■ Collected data
>>>

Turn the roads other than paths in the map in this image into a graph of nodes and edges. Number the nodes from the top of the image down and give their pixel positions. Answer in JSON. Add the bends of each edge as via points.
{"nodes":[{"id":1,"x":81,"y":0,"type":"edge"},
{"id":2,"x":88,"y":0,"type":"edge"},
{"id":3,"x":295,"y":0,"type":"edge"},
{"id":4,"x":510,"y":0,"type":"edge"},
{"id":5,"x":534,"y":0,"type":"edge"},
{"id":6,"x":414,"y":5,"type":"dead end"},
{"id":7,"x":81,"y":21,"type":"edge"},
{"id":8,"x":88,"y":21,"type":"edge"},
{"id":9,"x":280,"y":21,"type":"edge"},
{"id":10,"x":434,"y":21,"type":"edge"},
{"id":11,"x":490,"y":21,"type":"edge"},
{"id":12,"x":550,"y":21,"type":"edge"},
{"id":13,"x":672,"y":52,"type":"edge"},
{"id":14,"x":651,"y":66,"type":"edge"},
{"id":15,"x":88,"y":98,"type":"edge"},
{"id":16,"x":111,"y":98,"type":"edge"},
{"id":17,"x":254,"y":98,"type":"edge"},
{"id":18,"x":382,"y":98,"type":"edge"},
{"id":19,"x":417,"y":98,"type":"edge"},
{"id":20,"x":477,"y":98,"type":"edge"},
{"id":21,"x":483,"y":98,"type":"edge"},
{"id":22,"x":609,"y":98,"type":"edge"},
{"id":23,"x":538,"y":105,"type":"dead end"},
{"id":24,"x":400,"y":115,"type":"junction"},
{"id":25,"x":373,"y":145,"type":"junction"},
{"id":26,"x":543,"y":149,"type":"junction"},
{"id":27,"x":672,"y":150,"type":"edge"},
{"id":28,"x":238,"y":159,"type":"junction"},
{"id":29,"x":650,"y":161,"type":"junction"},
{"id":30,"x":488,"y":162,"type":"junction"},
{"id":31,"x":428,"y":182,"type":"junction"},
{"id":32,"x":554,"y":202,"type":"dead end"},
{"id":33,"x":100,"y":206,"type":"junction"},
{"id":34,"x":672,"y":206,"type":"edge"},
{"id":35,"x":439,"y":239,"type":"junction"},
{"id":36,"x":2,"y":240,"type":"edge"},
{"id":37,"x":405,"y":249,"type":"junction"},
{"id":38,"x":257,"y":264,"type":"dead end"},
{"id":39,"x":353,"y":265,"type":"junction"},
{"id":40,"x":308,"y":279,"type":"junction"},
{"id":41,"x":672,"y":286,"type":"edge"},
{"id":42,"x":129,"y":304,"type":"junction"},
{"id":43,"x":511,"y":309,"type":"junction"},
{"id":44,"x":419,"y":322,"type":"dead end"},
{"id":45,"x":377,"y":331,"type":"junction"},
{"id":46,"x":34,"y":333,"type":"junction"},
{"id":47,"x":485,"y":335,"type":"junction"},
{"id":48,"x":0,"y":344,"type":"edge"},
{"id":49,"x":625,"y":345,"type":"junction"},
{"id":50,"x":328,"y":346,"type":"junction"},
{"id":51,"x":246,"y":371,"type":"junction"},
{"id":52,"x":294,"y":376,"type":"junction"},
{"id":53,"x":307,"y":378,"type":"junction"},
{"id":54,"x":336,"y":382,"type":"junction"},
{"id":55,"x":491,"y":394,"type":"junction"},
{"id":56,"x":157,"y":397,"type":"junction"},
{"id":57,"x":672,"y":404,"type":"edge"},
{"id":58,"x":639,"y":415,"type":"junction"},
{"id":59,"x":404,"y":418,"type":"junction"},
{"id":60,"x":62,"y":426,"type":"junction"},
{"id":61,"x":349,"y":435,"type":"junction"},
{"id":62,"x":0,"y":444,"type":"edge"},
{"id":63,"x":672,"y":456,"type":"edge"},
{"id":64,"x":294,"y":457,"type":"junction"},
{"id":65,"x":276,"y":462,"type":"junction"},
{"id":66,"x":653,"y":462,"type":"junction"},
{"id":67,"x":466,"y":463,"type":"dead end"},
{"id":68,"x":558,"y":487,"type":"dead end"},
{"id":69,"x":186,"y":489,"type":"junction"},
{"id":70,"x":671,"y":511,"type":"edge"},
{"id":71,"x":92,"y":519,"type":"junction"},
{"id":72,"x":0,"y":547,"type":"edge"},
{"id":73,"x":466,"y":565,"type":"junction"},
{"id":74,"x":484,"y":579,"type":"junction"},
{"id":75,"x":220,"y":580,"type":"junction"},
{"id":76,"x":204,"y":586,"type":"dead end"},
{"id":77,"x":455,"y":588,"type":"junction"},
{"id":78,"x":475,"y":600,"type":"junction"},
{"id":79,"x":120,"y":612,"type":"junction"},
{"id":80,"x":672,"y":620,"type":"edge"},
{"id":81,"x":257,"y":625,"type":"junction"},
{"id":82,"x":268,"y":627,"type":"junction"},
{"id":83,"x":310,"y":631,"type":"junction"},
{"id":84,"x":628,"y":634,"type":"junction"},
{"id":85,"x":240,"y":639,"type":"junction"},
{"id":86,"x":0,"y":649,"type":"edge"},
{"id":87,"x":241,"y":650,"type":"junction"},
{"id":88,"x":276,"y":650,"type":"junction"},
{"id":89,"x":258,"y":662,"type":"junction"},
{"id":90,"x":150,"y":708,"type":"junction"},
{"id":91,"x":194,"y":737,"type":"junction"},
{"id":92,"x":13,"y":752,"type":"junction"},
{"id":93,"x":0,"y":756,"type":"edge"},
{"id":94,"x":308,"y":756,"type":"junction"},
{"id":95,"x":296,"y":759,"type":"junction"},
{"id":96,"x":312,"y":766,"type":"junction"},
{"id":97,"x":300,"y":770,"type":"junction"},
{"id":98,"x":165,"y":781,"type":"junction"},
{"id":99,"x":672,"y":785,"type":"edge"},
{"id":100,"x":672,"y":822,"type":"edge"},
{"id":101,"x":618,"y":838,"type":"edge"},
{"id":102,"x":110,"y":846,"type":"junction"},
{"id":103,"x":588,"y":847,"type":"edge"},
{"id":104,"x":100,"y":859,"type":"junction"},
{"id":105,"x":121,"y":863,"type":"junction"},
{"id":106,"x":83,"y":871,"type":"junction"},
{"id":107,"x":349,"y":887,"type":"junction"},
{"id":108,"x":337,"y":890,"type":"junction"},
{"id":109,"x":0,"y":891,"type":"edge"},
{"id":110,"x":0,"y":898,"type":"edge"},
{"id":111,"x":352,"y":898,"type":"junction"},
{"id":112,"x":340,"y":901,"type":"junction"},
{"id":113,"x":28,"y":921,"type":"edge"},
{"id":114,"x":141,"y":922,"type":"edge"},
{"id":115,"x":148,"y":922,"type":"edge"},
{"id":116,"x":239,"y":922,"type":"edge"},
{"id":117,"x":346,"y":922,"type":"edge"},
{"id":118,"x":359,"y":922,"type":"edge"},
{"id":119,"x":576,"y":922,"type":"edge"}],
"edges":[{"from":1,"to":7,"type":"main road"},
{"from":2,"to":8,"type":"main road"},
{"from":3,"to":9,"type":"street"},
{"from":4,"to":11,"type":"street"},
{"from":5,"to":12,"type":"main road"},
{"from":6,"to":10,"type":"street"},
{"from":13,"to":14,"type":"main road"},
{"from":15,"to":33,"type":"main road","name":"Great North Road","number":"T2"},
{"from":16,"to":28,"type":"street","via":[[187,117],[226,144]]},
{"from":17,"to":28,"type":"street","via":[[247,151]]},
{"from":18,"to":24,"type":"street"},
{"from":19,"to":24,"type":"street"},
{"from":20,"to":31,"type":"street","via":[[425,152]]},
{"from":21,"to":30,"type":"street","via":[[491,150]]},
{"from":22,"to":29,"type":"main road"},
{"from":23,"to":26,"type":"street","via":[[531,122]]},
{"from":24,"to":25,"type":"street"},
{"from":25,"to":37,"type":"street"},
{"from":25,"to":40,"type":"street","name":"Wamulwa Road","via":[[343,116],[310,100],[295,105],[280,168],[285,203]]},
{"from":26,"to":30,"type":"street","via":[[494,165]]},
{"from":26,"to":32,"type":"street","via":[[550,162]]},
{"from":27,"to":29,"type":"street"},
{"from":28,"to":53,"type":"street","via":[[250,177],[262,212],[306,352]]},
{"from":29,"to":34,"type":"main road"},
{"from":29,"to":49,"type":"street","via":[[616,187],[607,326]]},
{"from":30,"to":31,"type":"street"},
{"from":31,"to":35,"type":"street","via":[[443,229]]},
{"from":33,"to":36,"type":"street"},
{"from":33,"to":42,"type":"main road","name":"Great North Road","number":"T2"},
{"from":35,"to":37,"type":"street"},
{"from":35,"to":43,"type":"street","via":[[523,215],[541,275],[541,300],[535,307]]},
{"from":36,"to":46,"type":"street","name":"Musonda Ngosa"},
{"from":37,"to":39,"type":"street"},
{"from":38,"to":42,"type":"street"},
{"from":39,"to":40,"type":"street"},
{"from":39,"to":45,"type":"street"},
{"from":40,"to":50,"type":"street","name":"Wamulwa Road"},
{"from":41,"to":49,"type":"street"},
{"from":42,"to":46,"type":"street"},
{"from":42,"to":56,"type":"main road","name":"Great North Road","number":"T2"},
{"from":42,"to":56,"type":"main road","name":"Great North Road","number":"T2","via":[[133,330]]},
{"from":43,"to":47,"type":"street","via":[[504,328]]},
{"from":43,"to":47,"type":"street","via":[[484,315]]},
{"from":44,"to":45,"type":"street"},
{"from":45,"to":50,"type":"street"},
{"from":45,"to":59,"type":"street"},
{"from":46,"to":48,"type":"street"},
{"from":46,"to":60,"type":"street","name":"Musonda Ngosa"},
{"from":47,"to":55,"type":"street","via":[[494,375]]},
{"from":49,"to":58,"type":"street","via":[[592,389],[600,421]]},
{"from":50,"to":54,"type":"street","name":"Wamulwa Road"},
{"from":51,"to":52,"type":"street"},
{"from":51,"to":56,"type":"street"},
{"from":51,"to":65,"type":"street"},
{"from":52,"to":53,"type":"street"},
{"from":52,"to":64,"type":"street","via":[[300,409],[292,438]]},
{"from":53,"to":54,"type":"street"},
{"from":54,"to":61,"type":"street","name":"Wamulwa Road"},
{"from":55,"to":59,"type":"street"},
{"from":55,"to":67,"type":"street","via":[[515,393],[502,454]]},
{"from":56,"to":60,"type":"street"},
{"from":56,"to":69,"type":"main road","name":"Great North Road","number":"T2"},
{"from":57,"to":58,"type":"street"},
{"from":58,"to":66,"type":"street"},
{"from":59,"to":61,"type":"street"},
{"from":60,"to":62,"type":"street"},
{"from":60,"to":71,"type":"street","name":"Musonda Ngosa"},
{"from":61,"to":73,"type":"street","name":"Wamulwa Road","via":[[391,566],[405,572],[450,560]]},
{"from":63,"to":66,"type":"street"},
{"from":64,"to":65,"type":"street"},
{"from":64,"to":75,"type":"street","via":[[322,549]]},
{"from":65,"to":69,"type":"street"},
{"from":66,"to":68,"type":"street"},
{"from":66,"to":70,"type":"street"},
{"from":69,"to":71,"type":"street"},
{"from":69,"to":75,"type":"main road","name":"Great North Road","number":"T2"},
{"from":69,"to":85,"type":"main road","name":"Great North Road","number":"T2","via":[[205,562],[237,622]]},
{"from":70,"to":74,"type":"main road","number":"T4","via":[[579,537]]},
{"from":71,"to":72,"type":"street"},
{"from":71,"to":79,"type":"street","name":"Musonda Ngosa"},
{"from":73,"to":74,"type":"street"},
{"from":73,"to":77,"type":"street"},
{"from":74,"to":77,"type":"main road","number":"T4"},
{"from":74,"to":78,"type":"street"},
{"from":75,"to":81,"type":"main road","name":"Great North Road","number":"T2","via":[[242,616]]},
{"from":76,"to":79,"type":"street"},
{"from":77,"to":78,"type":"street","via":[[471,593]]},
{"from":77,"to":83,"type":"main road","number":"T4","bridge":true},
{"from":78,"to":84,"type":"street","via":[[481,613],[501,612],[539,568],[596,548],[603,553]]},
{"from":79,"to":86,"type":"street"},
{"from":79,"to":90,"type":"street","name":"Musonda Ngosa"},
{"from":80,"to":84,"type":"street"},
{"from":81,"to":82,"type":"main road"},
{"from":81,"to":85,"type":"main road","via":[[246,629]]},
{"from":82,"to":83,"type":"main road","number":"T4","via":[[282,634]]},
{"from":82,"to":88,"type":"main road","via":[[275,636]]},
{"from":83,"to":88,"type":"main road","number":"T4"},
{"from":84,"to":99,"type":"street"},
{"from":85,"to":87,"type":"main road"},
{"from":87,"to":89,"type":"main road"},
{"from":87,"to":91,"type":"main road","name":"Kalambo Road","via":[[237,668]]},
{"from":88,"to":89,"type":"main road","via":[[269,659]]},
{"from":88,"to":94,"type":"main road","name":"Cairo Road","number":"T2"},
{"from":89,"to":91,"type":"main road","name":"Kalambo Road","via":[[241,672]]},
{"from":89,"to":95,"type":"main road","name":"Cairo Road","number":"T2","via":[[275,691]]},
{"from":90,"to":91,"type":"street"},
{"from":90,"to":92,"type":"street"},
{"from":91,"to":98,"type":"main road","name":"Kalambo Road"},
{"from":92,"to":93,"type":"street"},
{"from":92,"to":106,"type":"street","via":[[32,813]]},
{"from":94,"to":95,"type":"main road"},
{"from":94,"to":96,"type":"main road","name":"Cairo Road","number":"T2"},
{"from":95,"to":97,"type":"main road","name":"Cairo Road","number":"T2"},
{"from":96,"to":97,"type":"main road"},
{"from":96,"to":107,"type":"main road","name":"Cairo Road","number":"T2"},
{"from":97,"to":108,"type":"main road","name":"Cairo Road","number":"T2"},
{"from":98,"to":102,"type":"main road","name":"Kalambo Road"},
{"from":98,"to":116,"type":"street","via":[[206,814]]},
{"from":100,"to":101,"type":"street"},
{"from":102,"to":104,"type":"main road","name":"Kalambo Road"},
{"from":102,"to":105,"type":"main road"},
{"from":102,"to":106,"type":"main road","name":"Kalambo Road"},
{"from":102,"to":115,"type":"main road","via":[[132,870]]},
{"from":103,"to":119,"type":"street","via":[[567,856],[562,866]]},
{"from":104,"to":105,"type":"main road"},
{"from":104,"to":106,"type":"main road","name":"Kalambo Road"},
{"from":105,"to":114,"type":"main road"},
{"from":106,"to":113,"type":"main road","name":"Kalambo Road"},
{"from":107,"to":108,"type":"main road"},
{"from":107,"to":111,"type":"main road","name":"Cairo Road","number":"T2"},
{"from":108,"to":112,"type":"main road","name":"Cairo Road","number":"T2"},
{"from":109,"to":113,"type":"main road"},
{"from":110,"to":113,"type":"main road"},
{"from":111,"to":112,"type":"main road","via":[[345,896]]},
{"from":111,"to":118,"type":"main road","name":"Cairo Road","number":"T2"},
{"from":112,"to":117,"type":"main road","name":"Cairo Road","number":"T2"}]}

<<<

Whenever the word "Great" shows up in a line above, copy that line.

{"from":15,"to":33,"type":"main road","name":"Great North Road","number":"T2"},
{"from":33,"to":42,"type":"main road","name":"Great North Road","number":"T2"},
{"from":42,"to":56,"type":"main road","name":"Great North Road","number":"T2"},
{"from":42,"to":56,"type":"main road","name":"Great North Road","number":"T2","via":[[133,330]]},
{"from":56,"to":69,"type":"main road","name":"Great North Road","number":"T2"},
{"from":69,"to":75,"type":"main road","name":"Great North Road","number":"T2"},
{"from":69,"to":85,"type":"main road","name":"Great North Road","number":"T2","via":[[205,562],[237,622]]},
{"from":75,"to":81,"type":"main road","name":"Great North Road","number":"T2","via":[[242,616]]},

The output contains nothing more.